Through the process of focusing on staying clean and after intensively spending many hours on the website and going through the handbook and other articles, I have really gotten to be much more aware of what makes me tick, and how my thought processes have been.
While in the past I would look at each bout with the yetzer harah as an isolated incident, I now see the totality of the situation I am in. I never even took the step back to realize indeed how often these bouts were happening.
Also, in regards to the relationship with my wife, I always saw that as a separate issue. In a sense, her not being available on demand was in my mind a separate problem that also would lead to bouts with the yetzer harah. The results would often be the same but I looked at that aspect as a difficult result of a healthy tayva that wan't being satisfied. And I felt that I was less guilty for acting out, after all what does Hashem want from me? I am not a malach and I have a tayva and what can I do if I am not being satisfied as i ought to be.

Well, now only three and a half weeks of being connected to GYE, I have realized that there is really one common thread throughout. I HAVE A LUST PROBLEM. My desire to act out, and my desire for my wife comes quite often from the same place.
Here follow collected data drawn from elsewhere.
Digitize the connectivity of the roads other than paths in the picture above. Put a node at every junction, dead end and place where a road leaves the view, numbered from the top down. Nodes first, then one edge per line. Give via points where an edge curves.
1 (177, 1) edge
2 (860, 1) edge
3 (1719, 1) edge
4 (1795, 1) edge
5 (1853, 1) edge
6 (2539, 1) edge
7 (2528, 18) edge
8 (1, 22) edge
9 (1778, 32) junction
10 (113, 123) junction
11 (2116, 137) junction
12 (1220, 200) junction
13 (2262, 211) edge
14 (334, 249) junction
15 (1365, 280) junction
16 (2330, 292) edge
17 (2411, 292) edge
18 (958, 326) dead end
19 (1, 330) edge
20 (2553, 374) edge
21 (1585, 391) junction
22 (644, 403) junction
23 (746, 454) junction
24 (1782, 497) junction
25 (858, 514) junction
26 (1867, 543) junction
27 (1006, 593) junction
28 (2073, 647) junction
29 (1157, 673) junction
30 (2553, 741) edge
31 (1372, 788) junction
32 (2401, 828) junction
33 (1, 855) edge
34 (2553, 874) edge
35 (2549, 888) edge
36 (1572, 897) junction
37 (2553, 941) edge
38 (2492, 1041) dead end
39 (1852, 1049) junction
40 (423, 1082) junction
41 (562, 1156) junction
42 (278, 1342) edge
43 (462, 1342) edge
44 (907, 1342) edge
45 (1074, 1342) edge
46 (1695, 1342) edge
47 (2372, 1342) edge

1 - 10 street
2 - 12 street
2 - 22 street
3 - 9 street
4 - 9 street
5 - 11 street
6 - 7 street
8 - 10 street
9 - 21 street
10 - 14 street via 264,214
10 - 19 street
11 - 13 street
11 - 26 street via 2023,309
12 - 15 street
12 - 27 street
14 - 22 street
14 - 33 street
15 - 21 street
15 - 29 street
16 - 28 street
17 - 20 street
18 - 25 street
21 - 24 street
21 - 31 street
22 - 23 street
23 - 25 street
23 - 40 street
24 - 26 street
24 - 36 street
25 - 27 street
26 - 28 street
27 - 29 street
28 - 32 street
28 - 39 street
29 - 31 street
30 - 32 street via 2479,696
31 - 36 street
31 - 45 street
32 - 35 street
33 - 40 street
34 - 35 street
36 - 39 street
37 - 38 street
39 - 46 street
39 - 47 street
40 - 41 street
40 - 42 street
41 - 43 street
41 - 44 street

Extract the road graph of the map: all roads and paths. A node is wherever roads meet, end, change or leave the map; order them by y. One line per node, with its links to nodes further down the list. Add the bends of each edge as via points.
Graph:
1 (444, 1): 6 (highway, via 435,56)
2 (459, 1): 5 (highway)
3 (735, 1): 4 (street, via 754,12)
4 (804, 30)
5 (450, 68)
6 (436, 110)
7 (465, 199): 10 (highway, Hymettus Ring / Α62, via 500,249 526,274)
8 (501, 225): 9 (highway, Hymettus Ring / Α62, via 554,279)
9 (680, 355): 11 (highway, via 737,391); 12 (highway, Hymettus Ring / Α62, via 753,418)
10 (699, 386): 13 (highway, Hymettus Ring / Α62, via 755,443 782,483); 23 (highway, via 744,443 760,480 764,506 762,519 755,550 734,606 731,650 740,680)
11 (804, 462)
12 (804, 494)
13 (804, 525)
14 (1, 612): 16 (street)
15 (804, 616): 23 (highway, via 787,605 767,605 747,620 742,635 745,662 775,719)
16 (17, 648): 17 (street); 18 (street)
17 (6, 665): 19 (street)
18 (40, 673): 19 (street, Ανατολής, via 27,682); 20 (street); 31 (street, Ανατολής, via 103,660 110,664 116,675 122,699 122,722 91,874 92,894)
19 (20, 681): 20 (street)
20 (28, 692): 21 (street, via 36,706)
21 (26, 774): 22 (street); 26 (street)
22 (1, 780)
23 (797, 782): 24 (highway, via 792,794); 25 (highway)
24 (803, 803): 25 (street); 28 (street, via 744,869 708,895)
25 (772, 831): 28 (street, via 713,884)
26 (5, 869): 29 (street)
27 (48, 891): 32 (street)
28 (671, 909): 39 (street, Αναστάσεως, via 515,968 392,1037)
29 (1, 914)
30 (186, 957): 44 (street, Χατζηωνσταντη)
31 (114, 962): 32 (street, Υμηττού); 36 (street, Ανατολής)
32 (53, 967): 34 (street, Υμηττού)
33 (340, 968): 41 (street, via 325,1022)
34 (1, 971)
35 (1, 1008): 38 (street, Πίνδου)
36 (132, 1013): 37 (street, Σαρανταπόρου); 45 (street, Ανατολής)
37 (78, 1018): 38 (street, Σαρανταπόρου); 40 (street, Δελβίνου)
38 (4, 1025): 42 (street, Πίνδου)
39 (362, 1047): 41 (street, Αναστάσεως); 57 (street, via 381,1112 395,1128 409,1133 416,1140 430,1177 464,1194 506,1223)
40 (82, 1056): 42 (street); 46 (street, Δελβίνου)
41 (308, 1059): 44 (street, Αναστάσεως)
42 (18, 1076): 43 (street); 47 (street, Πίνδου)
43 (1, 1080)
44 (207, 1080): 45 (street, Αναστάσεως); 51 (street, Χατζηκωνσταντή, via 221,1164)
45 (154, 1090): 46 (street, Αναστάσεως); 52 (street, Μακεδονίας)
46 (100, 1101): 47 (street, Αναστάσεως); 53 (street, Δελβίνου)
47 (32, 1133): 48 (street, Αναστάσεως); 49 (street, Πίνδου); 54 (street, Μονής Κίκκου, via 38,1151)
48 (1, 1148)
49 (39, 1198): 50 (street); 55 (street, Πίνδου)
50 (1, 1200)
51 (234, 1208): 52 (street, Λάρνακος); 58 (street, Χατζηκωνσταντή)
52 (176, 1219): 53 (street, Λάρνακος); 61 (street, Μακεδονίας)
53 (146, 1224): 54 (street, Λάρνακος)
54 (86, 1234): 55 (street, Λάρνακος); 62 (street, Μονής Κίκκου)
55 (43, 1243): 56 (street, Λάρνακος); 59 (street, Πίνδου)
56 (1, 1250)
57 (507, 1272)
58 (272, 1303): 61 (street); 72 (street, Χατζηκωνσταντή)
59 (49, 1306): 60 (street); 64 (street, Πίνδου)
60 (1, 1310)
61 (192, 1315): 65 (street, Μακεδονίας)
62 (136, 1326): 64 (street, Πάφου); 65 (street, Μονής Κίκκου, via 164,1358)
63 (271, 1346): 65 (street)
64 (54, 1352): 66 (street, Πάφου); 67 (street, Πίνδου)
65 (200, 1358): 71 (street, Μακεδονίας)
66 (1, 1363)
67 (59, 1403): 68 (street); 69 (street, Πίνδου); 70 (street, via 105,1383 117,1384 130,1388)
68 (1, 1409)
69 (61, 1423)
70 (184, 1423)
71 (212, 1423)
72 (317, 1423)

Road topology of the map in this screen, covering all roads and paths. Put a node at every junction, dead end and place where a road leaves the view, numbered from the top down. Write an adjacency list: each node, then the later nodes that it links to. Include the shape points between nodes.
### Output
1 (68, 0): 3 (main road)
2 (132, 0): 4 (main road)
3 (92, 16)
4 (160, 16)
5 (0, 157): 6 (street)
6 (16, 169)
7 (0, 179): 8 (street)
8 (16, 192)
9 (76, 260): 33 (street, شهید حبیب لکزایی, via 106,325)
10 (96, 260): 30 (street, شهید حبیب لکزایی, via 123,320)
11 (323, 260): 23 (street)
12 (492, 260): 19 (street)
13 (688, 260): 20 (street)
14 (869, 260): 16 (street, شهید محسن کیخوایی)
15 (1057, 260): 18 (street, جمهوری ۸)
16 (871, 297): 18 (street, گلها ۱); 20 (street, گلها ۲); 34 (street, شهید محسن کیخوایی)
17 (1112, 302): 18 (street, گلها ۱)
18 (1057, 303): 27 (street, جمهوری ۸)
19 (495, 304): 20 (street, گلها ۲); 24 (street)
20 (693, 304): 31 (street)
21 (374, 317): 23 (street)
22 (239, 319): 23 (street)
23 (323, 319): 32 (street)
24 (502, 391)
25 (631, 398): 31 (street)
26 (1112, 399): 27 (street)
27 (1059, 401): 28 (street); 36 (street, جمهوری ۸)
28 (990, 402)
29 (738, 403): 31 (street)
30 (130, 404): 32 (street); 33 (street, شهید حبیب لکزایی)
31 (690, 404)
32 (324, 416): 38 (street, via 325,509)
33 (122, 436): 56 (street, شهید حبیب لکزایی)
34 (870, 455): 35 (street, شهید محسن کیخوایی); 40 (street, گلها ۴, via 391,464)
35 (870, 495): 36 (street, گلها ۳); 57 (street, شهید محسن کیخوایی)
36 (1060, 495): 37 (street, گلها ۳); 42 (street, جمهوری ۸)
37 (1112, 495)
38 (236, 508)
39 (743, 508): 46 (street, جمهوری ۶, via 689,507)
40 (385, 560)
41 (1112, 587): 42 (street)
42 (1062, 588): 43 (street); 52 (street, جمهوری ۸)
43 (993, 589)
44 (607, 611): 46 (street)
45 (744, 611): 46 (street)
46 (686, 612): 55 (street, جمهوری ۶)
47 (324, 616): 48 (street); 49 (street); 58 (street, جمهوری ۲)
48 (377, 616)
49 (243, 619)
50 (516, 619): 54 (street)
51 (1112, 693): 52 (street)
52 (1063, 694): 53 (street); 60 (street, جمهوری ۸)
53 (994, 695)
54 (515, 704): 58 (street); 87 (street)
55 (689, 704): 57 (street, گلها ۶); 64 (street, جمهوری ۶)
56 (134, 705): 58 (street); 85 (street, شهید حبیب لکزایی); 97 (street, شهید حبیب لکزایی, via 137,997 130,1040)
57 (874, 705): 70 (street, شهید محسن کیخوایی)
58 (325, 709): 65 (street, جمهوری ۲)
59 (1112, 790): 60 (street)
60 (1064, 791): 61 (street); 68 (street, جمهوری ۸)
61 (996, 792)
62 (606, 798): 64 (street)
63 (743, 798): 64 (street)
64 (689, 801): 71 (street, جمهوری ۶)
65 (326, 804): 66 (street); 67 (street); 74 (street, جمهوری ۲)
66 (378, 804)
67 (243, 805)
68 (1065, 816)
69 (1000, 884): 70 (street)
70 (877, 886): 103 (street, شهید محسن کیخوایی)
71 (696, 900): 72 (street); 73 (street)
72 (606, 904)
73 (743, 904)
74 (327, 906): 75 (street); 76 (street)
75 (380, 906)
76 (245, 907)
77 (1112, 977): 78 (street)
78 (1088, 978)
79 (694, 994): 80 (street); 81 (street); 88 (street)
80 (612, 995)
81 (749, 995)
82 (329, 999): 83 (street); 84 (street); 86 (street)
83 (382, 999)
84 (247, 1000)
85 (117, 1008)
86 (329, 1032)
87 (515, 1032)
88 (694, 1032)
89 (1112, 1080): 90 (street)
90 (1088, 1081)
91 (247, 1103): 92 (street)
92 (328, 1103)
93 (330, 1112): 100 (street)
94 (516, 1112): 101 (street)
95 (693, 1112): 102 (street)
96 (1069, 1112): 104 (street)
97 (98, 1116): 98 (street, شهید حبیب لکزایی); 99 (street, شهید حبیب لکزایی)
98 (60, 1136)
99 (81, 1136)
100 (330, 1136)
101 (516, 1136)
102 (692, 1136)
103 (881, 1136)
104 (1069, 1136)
(Yes I have had instances of being with my wife that didn't come from lust, but indeed those cases came up on their own,there was no pre-planning before going into the bedroom, there was no thinking about it for hours beforehand- it was just a natural result of becoming closer to my wife emotionally and things led to relations on their own. perhaps that is how it is meant to be)
Back to the lust issue, I realize now that the desire to look at women in the street, the fantasizing, the urge to find porn, the urge to act out, and the urge to be with my wife, are all part and parcel of my issues of lust. As Dov says many times, I am looking for sex on demand as I want it. sometimes with myself, sometimes in my mind, and sometimes with my wife. bottome line ALL LUST.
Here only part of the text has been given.